_What this task involves_:
Could you find every line in the entries below that holds the word "number" and copy it?

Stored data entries
◇ ◇ ◇ ◇ ◇ ◇ ◇
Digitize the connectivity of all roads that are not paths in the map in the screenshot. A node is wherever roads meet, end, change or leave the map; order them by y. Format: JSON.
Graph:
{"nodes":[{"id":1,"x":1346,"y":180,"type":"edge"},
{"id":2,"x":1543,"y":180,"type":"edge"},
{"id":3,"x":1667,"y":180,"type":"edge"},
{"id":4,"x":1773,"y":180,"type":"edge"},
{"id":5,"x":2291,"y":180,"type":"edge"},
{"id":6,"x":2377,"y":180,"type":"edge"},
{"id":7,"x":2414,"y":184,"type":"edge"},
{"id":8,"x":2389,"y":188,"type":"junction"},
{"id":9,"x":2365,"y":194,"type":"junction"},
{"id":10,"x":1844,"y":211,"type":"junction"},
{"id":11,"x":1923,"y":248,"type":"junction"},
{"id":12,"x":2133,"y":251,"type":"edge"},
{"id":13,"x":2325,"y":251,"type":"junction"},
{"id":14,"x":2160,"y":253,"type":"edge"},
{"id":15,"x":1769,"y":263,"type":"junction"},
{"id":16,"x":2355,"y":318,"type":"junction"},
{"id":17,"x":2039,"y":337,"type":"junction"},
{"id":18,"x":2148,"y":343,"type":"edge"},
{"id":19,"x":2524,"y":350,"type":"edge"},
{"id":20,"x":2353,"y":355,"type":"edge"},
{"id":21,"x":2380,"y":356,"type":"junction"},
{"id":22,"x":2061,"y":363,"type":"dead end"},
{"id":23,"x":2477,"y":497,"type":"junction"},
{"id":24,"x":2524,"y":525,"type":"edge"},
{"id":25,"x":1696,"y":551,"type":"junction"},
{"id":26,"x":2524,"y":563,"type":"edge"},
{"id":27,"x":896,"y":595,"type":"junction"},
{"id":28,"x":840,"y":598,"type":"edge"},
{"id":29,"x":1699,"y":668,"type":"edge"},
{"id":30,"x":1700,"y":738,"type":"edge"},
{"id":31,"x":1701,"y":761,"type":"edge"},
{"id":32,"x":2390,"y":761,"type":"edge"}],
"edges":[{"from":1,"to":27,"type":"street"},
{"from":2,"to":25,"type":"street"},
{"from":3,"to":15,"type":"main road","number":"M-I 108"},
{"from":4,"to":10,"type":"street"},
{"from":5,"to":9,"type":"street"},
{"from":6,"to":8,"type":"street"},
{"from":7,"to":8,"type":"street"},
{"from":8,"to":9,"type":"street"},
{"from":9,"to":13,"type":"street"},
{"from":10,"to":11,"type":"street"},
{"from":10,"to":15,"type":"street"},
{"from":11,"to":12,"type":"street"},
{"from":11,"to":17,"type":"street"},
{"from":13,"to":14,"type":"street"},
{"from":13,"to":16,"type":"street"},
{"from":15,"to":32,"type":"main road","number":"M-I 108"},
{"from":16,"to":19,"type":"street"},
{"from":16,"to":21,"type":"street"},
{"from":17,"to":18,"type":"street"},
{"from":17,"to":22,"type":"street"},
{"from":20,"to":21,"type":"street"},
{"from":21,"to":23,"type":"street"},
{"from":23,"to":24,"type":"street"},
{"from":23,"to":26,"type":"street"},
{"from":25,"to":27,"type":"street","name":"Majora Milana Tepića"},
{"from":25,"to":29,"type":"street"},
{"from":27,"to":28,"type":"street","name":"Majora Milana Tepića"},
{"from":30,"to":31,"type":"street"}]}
◇ ◇ ◇ ◇ ◇ ◇ ◇
_Response_:
{"from":3,"to":15,"type":"main road","number":"M-I 108"},
{"from":15,"to":32,"type":"main road","number":"M-I 108"},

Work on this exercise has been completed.